▶ [EXTRACTED RECORDS]:
::::

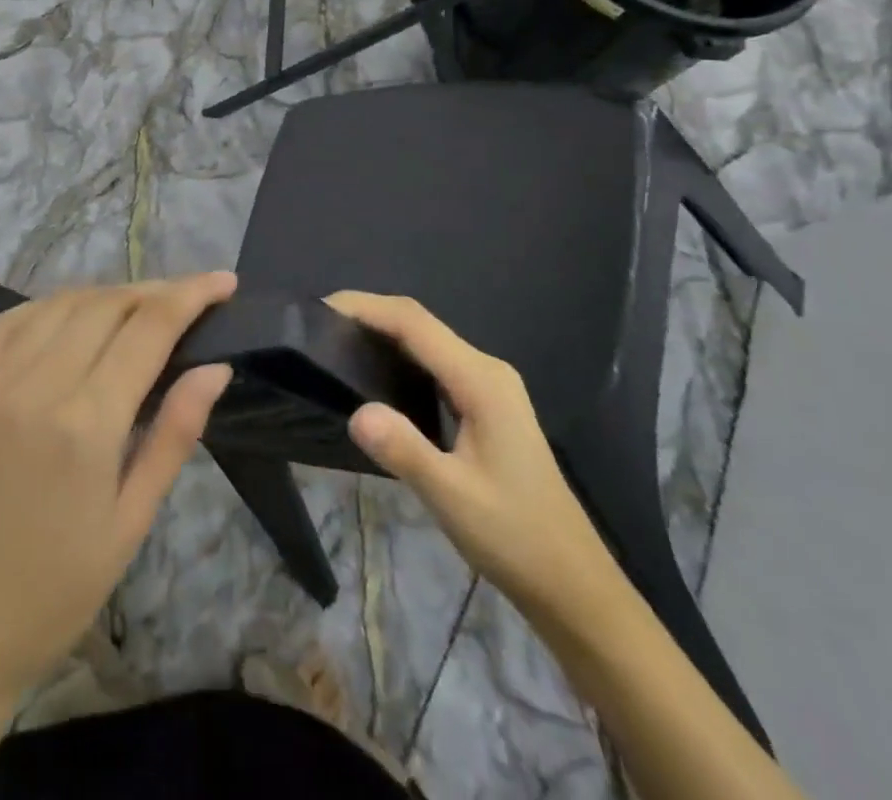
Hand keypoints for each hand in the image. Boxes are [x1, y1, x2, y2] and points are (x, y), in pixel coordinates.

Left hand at [0, 273, 237, 705]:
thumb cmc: (56, 589)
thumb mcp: (132, 521)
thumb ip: (175, 433)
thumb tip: (216, 366)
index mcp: (87, 423)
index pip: (150, 327)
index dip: (192, 294)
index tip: (224, 281)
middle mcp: (37, 384)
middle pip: (108, 304)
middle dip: (156, 291)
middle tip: (188, 302)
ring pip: (63, 302)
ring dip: (109, 295)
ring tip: (139, 309)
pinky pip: (14, 319)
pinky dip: (54, 305)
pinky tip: (74, 317)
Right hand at [328, 291, 612, 615]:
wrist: (574, 585)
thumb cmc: (516, 538)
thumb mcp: (453, 497)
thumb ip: (404, 450)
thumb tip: (356, 412)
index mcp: (481, 380)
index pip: (414, 323)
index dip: (366, 307)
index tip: (320, 309)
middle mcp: (486, 370)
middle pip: (420, 324)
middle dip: (369, 316)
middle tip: (318, 328)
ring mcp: (489, 387)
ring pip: (427, 344)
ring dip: (383, 335)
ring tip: (336, 345)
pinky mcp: (486, 406)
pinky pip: (435, 366)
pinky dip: (400, 360)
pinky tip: (375, 378)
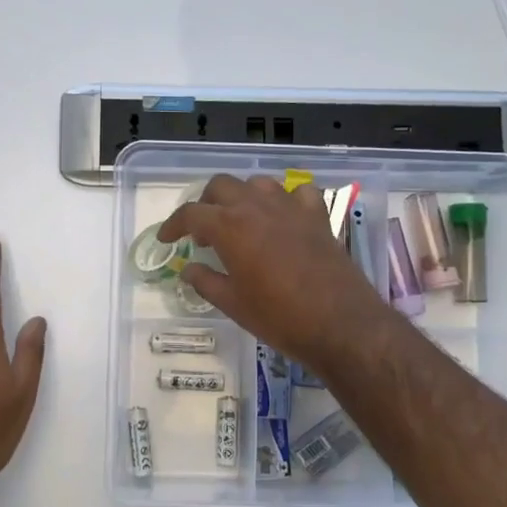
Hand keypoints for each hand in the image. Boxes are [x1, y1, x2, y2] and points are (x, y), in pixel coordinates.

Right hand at [157, 176, 387, 365]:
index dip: (173, 225)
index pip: (191, 214)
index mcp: (230, 227)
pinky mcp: (317, 216)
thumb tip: (189, 269)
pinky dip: (286, 199)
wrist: (340, 323)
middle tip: (203, 232)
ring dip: (242, 197)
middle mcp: (257, 207)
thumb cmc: (279, 317)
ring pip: (257, 183)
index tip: (167, 239)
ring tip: (240, 222)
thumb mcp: (233, 304)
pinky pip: (298, 192)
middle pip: (221, 186)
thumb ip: (206, 281)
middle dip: (206, 203)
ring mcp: (291, 207)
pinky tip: (283, 218)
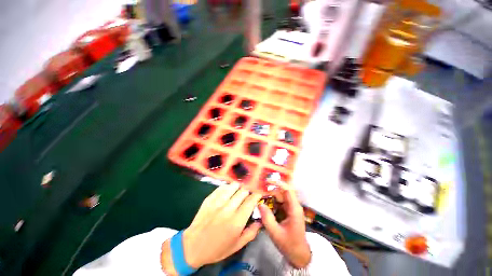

::::

▶ [TO DO]:
Every line of the records above should be copied exactly, while the pictures are left behind.

▶ [PROBLEM SOLUTION]:
Hand keypoints for each hand in the image. Boxes are [x1, y1, x2, y2] and points are (x, y), in pixel coordinates.

Left hand at [0, 273, 237, 705]:
thumb cmc: (56, 589)
thumb mcp: (132, 521)
thumb ip: (175, 433)
thumb tip: (216, 366)
index mcp: (87, 423)
index pip: (150, 327)
index dip: (192, 294)
index tip: (224, 281)
middle mcp: (37, 384)
middle pip: (108, 304)
middle dip: (156, 291)
middle tip: (188, 302)
ring pip: (63, 302)
ring dip: (109, 295)
ring tip: (139, 309)
pinky pip: (14, 319)
pinky dip: (54, 305)
pinky tip: (74, 317)
Right hand at [328, 291, 612, 615]:
wrist: (574, 585)
thumb cmc: (516, 538)
thumb mcp: (453, 497)
thumb ip: (404, 450)
thumb tip: (356, 412)
index mcp: (481, 380)
index pip: (414, 323)
index dip: (366, 307)
index tip: (320, 309)
middle mcp: (486, 370)
middle pip: (420, 324)
middle dip: (369, 316)
middle tip: (318, 328)
ring mcp: (489, 387)
ring pip: (427, 344)
ring dip: (383, 335)
ring tip: (336, 345)
pinky mcp: (486, 406)
pinky pip: (435, 366)
pinky dip: (400, 360)
pinky tip: (375, 378)
Hand keypoints for each hand in the image. Boxes are [x1, y1, x2, y2] and points are (x, y), in pixel coordinates.

Right hand at [157, 176, 387, 365]:
index dip: (173, 225)
index pip: (191, 214)
index mcp: (230, 227)
pinky mcp: (317, 216)
thumb tip: (189, 269)
pinky dip: (286, 199)
wrist: (340, 323)
middle tip: (203, 232)
ring dip: (242, 197)
middle mcp: (257, 207)
thumb cmc: (279, 317)
ring pip: (257, 183)
index tip: (167, 239)
ring tip: (240, 222)
thumb mcp: (233, 304)
pinky pip: (298, 192)
middle pip: (221, 186)
thumb ip: (206, 281)
middle dip: (206, 203)
ring mcp: (291, 207)
pinky tip: (283, 218)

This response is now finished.